◆ ABOUT THIS TASK
Search the records for the string "Portland" and copy every line in which it appears.

◆ INFORMATION SHOWN
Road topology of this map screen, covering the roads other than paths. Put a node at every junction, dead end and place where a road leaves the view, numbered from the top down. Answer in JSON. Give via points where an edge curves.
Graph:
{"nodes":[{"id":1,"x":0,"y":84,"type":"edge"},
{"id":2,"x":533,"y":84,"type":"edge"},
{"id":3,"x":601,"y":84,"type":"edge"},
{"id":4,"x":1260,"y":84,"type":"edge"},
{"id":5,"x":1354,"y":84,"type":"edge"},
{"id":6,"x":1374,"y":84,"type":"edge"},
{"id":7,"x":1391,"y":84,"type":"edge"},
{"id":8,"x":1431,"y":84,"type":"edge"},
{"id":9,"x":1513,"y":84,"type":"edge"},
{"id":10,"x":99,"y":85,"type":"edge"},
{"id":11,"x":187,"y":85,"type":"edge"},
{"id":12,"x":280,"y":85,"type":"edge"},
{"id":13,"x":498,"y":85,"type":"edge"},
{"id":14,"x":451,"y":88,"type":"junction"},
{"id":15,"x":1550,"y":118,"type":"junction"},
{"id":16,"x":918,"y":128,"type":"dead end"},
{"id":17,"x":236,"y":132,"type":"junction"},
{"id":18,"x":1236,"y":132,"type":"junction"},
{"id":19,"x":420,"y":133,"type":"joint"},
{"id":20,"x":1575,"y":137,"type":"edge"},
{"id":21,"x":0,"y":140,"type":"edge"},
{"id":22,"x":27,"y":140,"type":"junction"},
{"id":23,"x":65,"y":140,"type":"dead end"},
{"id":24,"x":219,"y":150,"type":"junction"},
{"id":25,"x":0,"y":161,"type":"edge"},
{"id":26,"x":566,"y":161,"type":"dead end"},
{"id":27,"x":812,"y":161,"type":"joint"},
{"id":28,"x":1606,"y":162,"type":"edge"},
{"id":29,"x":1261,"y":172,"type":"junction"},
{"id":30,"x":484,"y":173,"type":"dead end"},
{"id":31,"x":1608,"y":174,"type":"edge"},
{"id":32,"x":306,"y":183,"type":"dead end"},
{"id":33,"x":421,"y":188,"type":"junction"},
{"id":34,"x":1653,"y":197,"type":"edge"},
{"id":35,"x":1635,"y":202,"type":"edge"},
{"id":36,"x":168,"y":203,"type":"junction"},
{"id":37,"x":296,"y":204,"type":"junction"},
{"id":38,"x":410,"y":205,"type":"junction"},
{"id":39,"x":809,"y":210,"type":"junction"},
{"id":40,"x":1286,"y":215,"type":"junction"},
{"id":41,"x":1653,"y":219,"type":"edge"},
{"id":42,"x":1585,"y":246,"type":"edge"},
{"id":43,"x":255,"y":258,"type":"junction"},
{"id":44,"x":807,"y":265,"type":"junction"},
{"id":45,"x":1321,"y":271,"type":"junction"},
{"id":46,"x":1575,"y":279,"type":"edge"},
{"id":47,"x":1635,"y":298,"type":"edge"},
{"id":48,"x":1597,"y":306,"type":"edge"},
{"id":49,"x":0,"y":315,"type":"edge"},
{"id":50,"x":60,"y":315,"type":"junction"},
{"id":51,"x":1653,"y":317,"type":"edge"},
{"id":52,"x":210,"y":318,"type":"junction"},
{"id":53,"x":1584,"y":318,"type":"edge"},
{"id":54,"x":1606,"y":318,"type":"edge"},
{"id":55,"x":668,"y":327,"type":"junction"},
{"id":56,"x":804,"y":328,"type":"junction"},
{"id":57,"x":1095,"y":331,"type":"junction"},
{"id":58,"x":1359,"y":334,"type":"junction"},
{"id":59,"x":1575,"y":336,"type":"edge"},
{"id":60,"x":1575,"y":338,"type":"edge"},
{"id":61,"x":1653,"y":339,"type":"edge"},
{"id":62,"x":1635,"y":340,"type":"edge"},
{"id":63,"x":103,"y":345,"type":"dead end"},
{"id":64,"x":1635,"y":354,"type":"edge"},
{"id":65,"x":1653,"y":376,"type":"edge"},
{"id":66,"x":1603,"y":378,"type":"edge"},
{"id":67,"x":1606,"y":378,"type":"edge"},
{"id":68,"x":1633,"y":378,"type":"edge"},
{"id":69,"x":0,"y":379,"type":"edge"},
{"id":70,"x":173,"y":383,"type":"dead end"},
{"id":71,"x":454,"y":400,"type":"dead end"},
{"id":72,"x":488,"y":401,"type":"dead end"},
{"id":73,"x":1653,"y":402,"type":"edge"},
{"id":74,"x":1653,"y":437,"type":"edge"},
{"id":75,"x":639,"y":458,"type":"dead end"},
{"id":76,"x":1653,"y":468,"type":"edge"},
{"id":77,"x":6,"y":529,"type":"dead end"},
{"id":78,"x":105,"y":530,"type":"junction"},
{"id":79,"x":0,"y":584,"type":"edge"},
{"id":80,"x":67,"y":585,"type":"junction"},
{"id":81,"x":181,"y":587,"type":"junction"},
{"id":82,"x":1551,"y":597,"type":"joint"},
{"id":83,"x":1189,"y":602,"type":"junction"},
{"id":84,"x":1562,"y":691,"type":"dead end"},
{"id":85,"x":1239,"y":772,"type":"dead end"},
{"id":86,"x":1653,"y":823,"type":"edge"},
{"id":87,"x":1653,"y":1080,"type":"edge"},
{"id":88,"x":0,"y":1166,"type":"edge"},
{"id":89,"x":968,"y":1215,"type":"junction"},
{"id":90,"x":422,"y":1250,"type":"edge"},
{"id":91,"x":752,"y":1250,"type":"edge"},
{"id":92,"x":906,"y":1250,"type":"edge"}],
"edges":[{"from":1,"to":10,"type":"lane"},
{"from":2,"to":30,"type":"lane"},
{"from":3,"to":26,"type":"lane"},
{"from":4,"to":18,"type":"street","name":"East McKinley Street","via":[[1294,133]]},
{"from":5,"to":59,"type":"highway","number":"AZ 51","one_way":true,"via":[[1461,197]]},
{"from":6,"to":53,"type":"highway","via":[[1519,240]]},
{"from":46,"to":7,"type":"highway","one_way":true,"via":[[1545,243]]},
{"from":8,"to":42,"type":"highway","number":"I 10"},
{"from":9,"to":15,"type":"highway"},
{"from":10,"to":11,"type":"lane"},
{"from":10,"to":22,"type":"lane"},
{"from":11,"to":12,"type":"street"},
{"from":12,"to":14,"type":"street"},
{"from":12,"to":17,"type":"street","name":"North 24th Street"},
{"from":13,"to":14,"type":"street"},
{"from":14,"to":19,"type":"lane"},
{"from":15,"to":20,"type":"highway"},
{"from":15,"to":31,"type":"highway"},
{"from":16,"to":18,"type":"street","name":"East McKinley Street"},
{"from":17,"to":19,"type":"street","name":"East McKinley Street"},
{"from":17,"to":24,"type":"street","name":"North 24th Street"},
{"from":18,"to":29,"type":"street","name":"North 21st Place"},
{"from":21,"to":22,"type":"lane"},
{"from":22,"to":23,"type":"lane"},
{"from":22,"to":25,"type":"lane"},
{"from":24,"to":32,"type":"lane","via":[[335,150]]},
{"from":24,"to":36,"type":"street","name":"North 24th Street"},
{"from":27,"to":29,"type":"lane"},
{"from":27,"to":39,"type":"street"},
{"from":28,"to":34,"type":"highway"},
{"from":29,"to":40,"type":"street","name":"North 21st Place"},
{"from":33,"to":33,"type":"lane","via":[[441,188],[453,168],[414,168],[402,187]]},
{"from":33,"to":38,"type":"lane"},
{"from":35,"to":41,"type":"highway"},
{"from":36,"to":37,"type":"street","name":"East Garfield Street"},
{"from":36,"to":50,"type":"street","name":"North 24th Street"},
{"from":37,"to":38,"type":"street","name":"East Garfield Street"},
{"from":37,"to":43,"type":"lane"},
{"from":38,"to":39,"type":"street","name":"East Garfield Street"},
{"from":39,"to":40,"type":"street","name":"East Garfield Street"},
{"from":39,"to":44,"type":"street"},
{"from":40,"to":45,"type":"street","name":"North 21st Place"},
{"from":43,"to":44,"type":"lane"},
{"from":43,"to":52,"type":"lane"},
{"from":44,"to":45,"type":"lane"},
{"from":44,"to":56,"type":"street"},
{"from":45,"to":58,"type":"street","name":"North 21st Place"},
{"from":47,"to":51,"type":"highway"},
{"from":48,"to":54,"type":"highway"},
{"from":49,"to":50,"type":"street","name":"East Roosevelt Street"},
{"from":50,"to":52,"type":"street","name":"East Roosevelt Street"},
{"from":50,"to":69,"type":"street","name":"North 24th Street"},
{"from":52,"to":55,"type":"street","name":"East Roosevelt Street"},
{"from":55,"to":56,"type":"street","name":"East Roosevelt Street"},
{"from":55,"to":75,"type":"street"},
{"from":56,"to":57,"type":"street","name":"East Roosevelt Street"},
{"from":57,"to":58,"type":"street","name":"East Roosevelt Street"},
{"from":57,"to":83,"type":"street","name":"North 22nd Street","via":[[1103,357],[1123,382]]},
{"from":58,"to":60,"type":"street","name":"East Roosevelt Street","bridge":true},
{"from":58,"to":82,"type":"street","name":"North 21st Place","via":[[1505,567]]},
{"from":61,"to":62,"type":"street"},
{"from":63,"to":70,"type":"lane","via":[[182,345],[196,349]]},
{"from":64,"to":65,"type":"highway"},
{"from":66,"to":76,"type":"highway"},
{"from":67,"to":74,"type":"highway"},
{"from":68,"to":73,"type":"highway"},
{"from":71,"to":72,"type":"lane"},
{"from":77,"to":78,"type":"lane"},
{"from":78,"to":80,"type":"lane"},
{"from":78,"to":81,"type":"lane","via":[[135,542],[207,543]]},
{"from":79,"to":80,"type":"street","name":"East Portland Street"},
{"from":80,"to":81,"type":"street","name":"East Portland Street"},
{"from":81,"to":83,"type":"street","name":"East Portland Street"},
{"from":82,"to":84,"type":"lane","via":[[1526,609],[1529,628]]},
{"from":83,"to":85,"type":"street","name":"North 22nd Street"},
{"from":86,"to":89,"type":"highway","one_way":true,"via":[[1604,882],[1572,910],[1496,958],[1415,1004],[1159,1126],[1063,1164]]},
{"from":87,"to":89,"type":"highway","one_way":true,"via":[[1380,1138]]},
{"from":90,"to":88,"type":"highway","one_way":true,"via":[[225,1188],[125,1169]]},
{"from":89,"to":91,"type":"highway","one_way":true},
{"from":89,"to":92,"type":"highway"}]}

◆ EXERCISE ANSWER
{"from":79,"to":80,"type":"street","name":"East Portland Street"},
{"from":80,"to":81,"type":"street","name":"East Portland Street"},
{"from":81,"to":83,"type":"street","name":"East Portland Street"},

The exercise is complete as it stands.